THE CHANCELLOR’S CLOWNS came up with the risible phrase “aspiration nation” for this year’s Budget. They no doubt thought this was a real cracker, something to rival Miliband’s equally risible “One Nation Labour”, or whatever it was. Someone ought to tell our politicians to stop treating us like children and start issuing cyanide pills to the addlepated advisors who come up with this drivel.

Presumably they thought we’d be electrified by the image of ambitious, go-head people, fizzing with great ideas and fuelled with endless energy and about to transform the country from an over-regulated, debt-bound nation into a dynamic, shiny place full of smiley citizens. Unfortunately the wonkish wonder of the phrase triggers a different image in my mind, one that exemplifies “aspiration” in an entirely different way.

In the year before I went to university I worked as a Nursing Auxiliary in a local Hospital. One afternoon I had to assist while the doctors performed an “aspiration” upon a patient who had lung cancer. It was quite a macabre business. The patient had to sit up in bed and rest his head on his arms folded on one of those movable trays you put your dinner on. As he sat there a doctor inserted a hypodermic into his side. When I say hypodermic I’m talking about something that you’d imagine a vet using on a horse: it was gigantic – the needle, the plunger and the chamber. The doctor had to navigate the needle through skin and muscles, between the ribs, through the outer wall of the lung and into the pleural cavity.

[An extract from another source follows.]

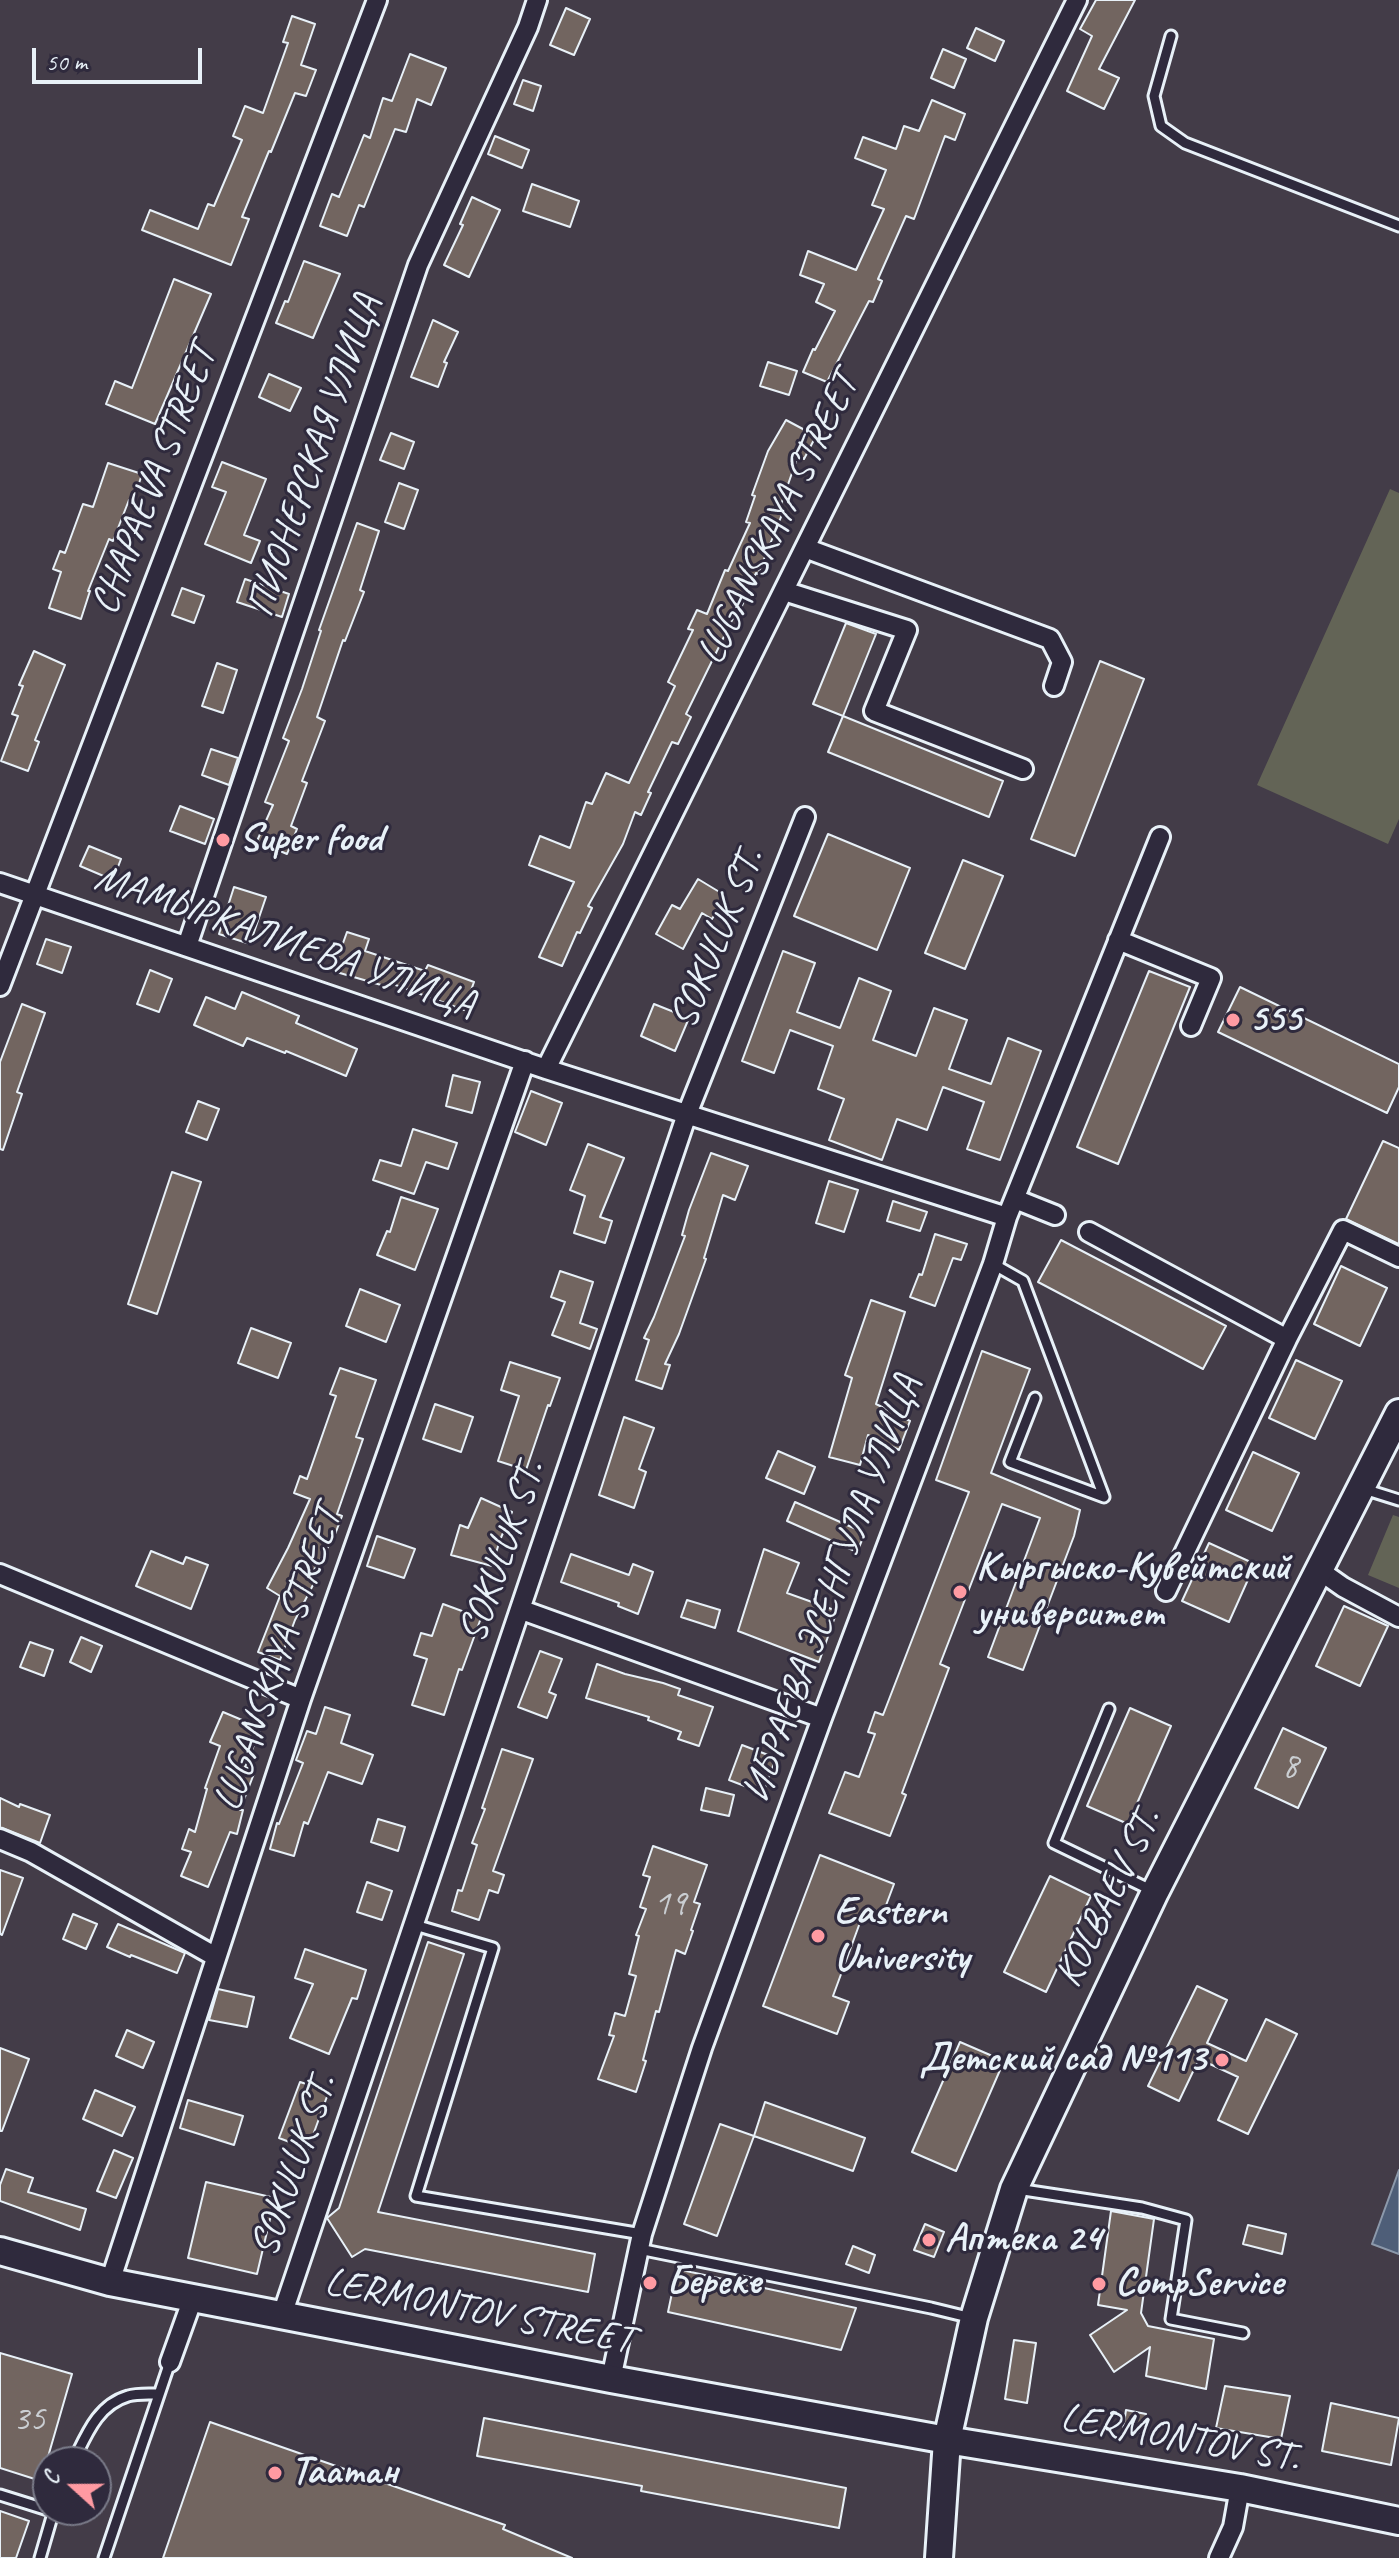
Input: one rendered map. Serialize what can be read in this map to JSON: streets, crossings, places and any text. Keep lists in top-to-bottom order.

Having pushed the needle to just the right spot he drew back the plunger. The hypodermic chamber filled with bloody fluid. When he’d finished one draw, the doctor, keeping the needle in place, turned a little valve and pushed the plunger in, causing the fluid to squirt out from a hole in the chamber. That’s where I came in, because I was tasked with holding the jug to catch the fluid, which I then disposed of in the Sluice Room.

I thought after the first aspiration that would be it: the jug was full and must have contained a couple of pints (and I’m not converting that into metric). It wasn’t. It seemed to go on for ages, one draw after another, four or five times. I couldn’t believe how much fluid was in there.

Whatever relief this may have brought the poor man it was only temporary. The disease was too far gone and he died not long after.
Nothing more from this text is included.